Dans une étude récente, des scientifiques dirigés par le professeur Stefan Müller de l’Institut de biochimie II de l’Université Goethe ont étudié une forme spécifique de cancer du sang connue sous le nom de leucémie myéloïde aiguë, ou LMA. La maladie survient principalement à l’âge adulte et finit souvent par être mortelle pour les patients plus âgés. Chez environ un tiers des patients atteints de LAM, le matériel génétique des cellules cancéreuses présente une mutation caractéristique qui affecte le gène dit NPM1, qui contient les instructions de construction d’une protéine du même nom.
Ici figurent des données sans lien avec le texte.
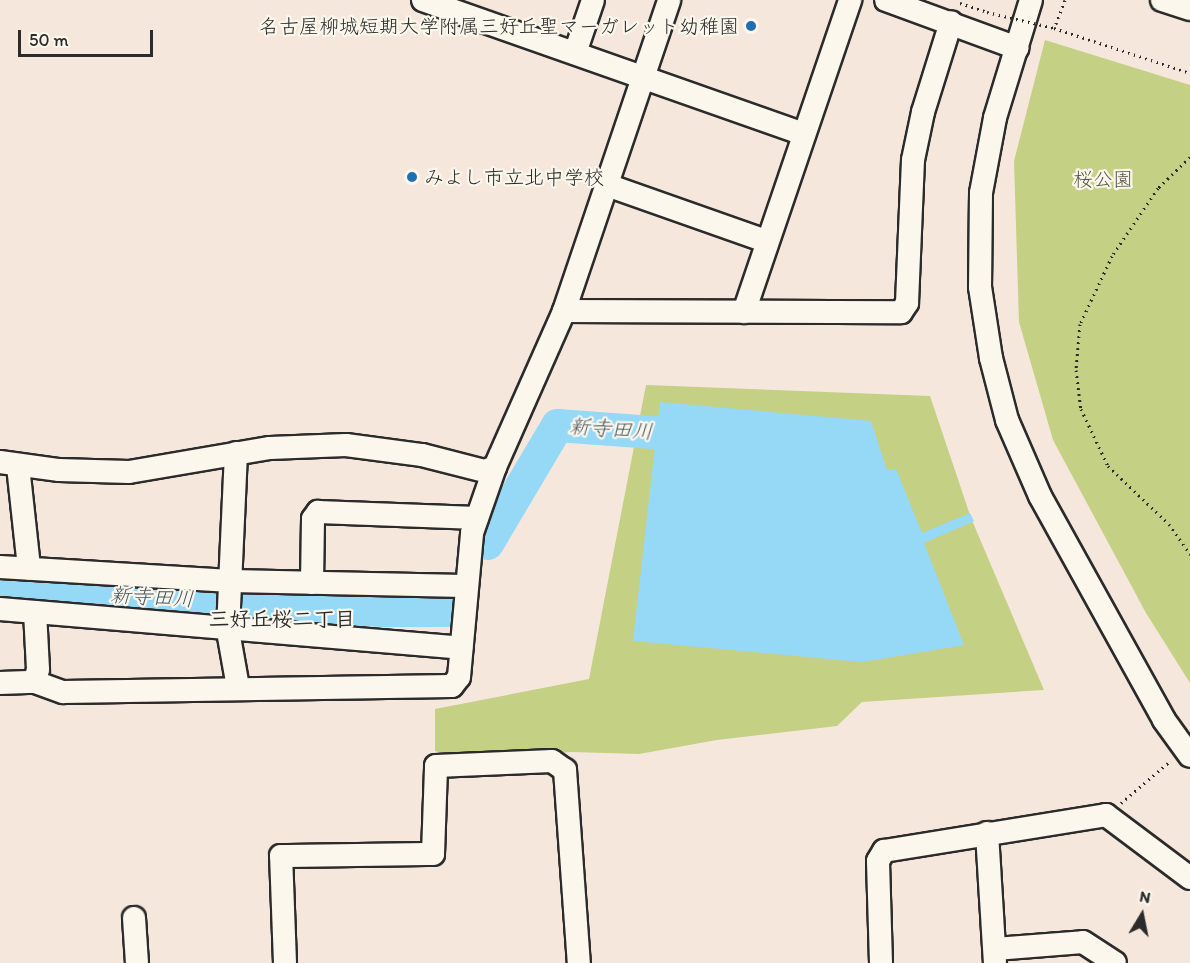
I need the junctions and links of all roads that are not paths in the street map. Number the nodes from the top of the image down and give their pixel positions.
1 (423, 0) edge
2 (593, 0) edge
3 (669, 0) edge
4 (850, 0) edge
5 (886, 0) edge
6 (1031, 0) edge
7 (1162, 0) edge
8 (1190, 9) edge
9 (950, 11) edge
10 (1017, 48) junction
11 (575, 53) junction
12 (642, 78) junction
13 (804, 134) junction
14 (607, 185) junction
15 (766, 241) junction
16 (564, 311) junction
17 (744, 312) junction
18 (236, 453) junction
19 (9, 464) edge
20 (495, 467) junction
21 (477, 518) junction
22 (0, 567) edge
23 (29, 568) junction
24 (231, 581) junction
25 (312, 583) junction
26 (464, 586) junction
27 (0, 609) edge
28 (35, 612) junction
29 (228, 631) junction
30 (461, 648) junction
31 (35, 682) junction
32 (0, 683) edge
33 (238, 687) junction
34 (1190, 756) edge
35 (987, 833) junction
36 (1190, 878) edge
37 (134, 918) dead end
38 (995, 956) edge
39 (136, 963) edge
40 (285, 963) edge
41 (579, 963) edge
42 (881, 963) edge
43 (1115, 963) edge

1 - 11 street
2 - 11 street
3 - 12 street
4 - 13 street
5 - 9 street
6 - 10 street
7 - 8 street
9 - 10 street
9 - 17 street
10 - 34 street
11 - 12 street
12 - 13 street
12 - 14 street
13 - 15 street
14 - 15 street
14 - 16 street
15 - 17 street
16 - 17 street
16 - 20 street
18 - 19 street
18 - 20 street
18 - 24 street
19 - 23 street
20 - 21 street
21 - 25 street
21 - 26 street
22 - 23 street
23 - 24 street
24 - 25 street
24 - 29 street
25 - 26 street
26 - 30 street
27 - 28 street
28 - 29 street
28 - 31 street
29 - 30 street
29 - 33 street
30 - 33 street
31 - 32 street
31 - 33 street
35 - 36 street
35 - 38 street
35 - 42 street
37 - 39 street
38 - 43 street
40 - 41 street

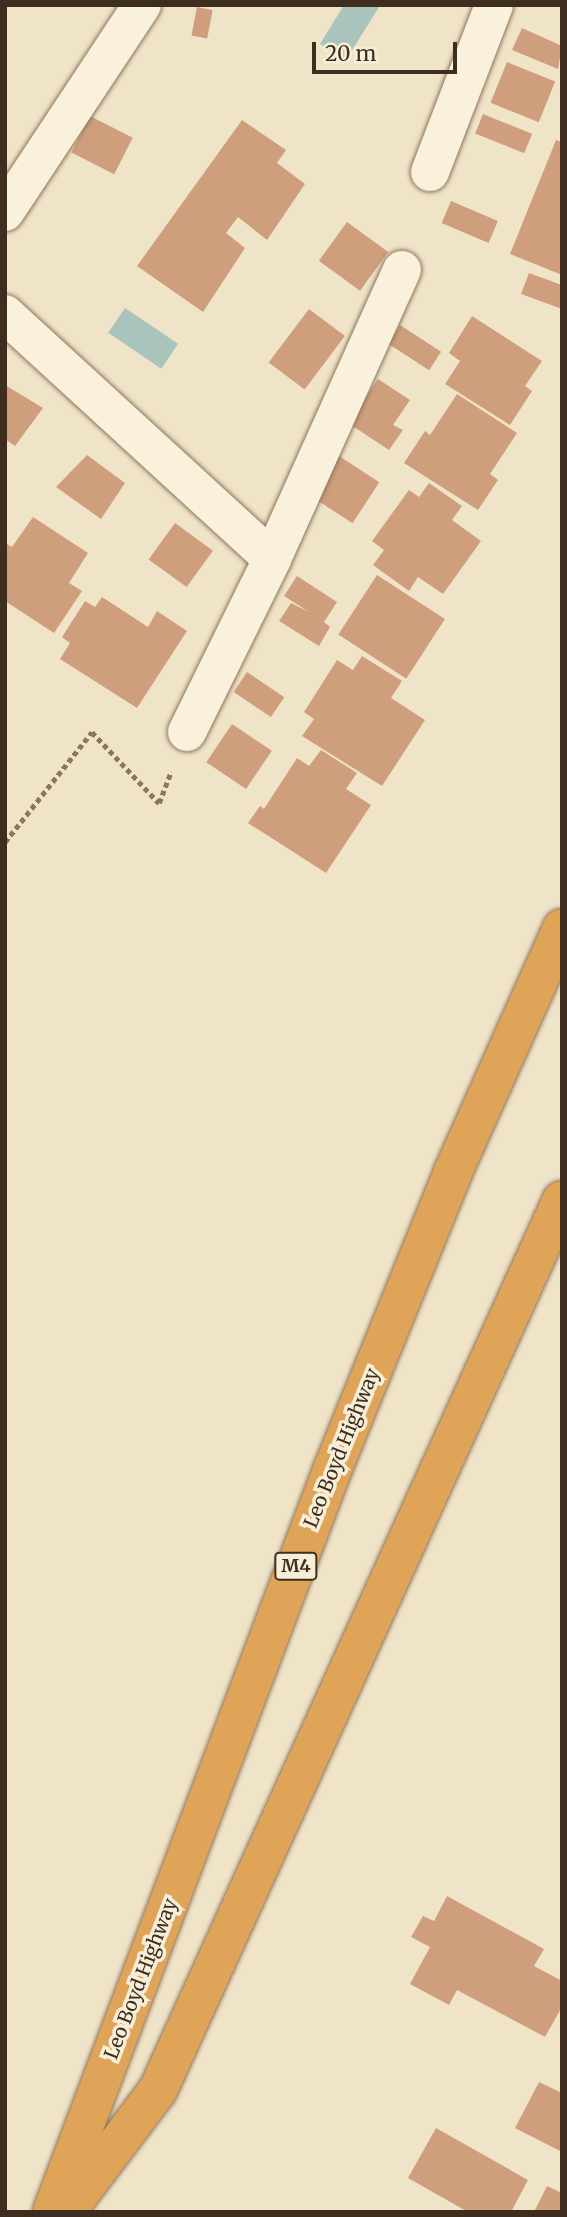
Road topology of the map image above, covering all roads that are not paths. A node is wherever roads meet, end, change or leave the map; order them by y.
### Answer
1 (494, 5) edge
2 (134, 8) edge
3 (430, 172) dead end
4 (5, 212) edge
5 (402, 270) dead end
6 (5, 314) edge
7 (272, 559) junction
8 (187, 733) dead end
9 (562, 928) edge
10 (562, 1200) edge
11 (52, 2212) edge
12 (66, 2212) edge

1 - 3 street
2 - 4 street
5 - 7 street
6 - 7 street
7 - 8 street
9 - 11 highway, Leo Boyd Highway / M4
10 - 12 highway

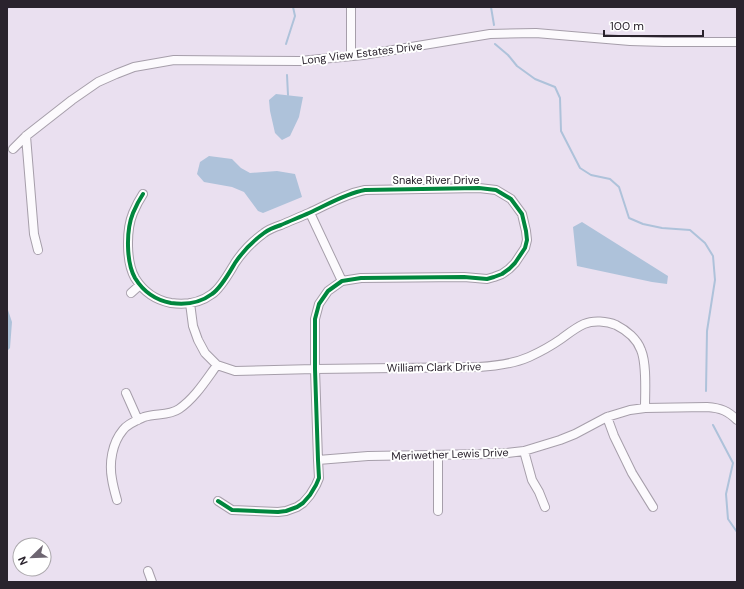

Alors que l’on savait déjà que la variante mutée de NPM1 (en abrégé NPM1c) est un facteur important dans le développement de la leucémie, « en collaboration avec une équipe interdisciplinaire composée de divers groupes de recherche de l’Université Goethe, nous avons découvert une nouvelle manière d’utiliser le NPM1c C’est ce que fait une variante génétique », explique Müller. Selon cela, la protéine modifiée intervient dans l’autophagie, un processus cellulaire important qui consiste en une voie métabolique par laquelle la cellule recycle ses propres structures. D’une part, cette « auto-digestion » sert à éliminer les molécules défectueuses. « D’autre part, cela permet également à la cellule de répondre à ses besoins en éléments constitutifs importants, y compris en cas de carence en nutriments ou de prolifération cellulaire accrue, caractéristiques des cellules cancéreuses », explique Hannah Mende, doctorante et première auteure de l’étude. .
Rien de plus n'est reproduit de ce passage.